In 2015, Egypt was one of the fastest-growing economies in the Middle East and North Africa region – second only to Morocco – with GDP growth of 4.5 per cent. It is a clear sign that the project-led recovery plan and economic reforms initiated by Cairo are paying dividends.
There has been a sharp step-up in project activity since 2014, with $17bn of contracts awarded in 2014 and $29bn in 2015. This compares with just $4bn in 2013.
The big acceleration in awards in 2015 came after President Abdul Fattah al-Sisi staged an investment conference to showcase the opportunities on offer in the country. More than $130bn in pledges were secured at the Egypt Economic Development Conference held in March 2015, and in the months since, Cairo has been working tirelessly to convert agreements into deals.
The government has successfully procured an emergency generation programme to solve the country’s electricity crisis and other conventional, coal and renewables contracts have been awarded to meet future demand. Last year also saw the award of an $8bn deal to build Egypt’s long-awaited first nuclear power plant. In addition, there have been major contracts let on the long-running Cairo Metro scheme.
In 2016, the momentum has continued, with $9.2bn of contracts signed by the end of the first quarter – most importantly, the deal to develop the Zohr gas field, which was only discovered in mid-2015.
The discovery of this field raises the prospect of Egypt becoming self-sufficient in energy once again and reducing the heavy burden of petroleum imports on the economy. First production is targeted in 2017.
Between now and then, however, the Egyptian economy faces strong headwinds, chief among them a foreign currency shortage, rising debt, high inflation and the threat of terrorism. The biggest challenge is the lack of foreign currency, which is hampering importers and denting confidence among investors and project developers. The tourism sector is a major source of hard currency, but terrorist incidents in the second half of 2015 threw its 2014 recovery into reverse.
As a result, the Washington-based IMF is predicting lower GDP growth of 3.3 per cent in 2016, before a rebound to 4.3 per cent in 2017. A devaluation of the Egyptian pound in March was intended to solve the dollar shortage, but was limited in impact and economists say further adjustments are needed to close the gap with black market exchange rates. This will keep investors hesitant in the months ahead and will continue to delay some important contract signings.
While the current account deficit has deteriorated sharply due to external factors, Al-Sisi has made some progress in reducing the fiscal deficit, through tax and subsidy reform. The government will need to remain committed to its economic agenda if it is to unlock funding from the US-based World Bank and perhaps the IMF. An injection of funds from multilateral institutions would bolster foreign currency reserves and most importantly send a strong signal of endorsement to investors and lenders that should unleash Al-Sisi’s planned projects boom.
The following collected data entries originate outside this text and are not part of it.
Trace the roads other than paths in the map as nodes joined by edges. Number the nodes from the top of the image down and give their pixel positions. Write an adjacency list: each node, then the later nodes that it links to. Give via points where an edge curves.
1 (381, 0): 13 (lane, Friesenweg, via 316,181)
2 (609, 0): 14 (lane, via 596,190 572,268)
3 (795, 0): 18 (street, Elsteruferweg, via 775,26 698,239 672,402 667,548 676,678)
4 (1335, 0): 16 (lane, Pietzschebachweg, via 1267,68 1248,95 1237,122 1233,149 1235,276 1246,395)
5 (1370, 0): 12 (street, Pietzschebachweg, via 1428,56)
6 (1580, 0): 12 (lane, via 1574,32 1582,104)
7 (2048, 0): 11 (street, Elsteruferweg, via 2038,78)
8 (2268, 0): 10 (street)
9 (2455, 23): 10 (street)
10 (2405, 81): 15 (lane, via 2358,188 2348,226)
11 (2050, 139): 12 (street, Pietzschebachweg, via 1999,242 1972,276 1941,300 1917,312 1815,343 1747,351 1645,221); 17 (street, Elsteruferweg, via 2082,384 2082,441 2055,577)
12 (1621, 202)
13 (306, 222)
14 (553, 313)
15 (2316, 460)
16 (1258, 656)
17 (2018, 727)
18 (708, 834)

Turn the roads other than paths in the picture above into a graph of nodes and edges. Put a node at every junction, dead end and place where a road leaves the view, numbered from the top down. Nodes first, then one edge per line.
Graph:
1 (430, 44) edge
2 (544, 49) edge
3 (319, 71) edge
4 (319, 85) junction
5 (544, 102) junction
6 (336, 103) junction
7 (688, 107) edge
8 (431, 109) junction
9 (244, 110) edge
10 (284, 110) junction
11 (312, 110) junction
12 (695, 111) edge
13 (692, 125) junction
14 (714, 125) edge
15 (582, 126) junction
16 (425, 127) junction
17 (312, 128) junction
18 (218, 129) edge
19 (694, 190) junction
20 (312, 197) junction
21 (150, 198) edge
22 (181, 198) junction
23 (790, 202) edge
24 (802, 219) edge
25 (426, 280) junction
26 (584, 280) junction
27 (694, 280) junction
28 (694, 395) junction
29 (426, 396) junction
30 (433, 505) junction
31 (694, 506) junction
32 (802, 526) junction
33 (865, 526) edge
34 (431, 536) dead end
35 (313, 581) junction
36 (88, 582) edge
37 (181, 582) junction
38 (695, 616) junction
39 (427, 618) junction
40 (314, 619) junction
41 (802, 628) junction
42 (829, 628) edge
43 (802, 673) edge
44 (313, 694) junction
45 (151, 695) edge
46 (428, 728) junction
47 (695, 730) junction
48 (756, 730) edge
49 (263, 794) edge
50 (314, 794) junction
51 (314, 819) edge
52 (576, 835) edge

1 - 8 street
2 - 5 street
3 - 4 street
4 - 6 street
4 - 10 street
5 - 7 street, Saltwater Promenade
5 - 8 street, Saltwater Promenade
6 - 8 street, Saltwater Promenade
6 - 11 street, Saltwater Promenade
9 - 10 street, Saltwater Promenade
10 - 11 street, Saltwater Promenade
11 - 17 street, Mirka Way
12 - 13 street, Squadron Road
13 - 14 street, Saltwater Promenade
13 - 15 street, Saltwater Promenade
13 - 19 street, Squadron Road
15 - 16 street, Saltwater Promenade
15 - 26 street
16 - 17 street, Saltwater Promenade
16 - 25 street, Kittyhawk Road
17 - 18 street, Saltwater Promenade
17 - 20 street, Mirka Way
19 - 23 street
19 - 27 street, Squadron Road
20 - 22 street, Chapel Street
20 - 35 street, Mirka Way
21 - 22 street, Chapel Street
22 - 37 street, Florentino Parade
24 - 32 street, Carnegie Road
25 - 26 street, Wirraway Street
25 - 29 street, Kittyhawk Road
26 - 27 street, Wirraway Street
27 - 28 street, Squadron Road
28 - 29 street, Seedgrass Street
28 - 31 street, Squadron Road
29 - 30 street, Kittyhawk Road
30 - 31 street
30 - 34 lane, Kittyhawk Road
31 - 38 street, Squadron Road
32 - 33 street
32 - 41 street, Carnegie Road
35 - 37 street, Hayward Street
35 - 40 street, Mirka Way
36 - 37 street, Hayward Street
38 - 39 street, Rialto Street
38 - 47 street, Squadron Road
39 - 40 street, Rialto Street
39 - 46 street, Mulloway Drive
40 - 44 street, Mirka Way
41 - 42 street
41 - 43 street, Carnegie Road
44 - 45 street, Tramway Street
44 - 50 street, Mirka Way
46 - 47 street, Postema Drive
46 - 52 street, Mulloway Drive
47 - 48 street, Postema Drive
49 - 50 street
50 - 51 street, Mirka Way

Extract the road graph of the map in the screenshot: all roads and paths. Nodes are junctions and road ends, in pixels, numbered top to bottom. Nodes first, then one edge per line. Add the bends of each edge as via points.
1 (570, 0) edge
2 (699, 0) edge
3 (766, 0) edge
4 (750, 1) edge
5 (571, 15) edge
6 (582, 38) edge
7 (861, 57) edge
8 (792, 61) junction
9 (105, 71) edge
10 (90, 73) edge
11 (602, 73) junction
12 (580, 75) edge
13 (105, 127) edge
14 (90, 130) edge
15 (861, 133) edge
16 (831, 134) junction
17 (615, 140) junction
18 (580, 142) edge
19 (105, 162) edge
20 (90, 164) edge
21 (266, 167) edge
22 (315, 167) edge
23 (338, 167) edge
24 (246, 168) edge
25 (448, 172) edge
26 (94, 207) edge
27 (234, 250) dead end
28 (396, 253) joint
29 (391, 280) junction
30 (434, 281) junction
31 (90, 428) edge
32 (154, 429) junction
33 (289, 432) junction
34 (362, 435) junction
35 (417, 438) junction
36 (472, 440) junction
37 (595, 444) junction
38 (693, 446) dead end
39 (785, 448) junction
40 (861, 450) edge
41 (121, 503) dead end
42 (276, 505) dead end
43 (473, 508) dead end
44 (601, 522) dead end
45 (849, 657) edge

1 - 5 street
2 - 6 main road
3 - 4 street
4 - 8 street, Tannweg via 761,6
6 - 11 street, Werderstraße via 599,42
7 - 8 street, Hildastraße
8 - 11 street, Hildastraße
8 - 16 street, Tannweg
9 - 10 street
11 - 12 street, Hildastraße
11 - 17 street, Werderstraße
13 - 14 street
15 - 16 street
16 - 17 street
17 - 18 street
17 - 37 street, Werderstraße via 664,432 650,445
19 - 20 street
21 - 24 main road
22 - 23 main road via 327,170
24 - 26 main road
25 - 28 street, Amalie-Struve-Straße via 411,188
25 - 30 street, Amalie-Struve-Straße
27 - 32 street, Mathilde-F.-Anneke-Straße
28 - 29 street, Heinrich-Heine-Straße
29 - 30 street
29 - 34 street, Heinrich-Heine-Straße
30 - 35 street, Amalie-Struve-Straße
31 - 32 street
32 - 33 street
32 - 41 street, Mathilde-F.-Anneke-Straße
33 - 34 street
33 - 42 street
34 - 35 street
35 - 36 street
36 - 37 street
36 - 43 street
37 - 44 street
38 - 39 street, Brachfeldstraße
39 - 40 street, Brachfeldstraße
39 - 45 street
The government estimates some $300bn-worth of investment is needed to bring the country’s infrastructure up to scratch and rebuild the economy, and it has set out an ambitious programme of projects it wants to develop. Any doubts over Egypt’s commitment to building a new economic zone along the Suez Canal and a new administrative capital will have been dismissed by the focus these schemes are currently receiving.
A growing relationship with China has added a new dynamic to Egypt’s projects market in recent months and will go some way to alleviating concerns about constricted finances among Arab partners in the wake of the oil price collapse. Beijing is fully aware of the potential of the Egyptian market and is eager to position itself to benefit from the prospective projects boom.
With GDP of $330bn, Egypt has one of the largest and most diversified economies in the Middle East and North Africa. It also has the biggest population in the region, estimated at 90 million in 2016. With nearly 70 per cent of its people aged under 30, the country will experience a huge burst of population growth in the coming years.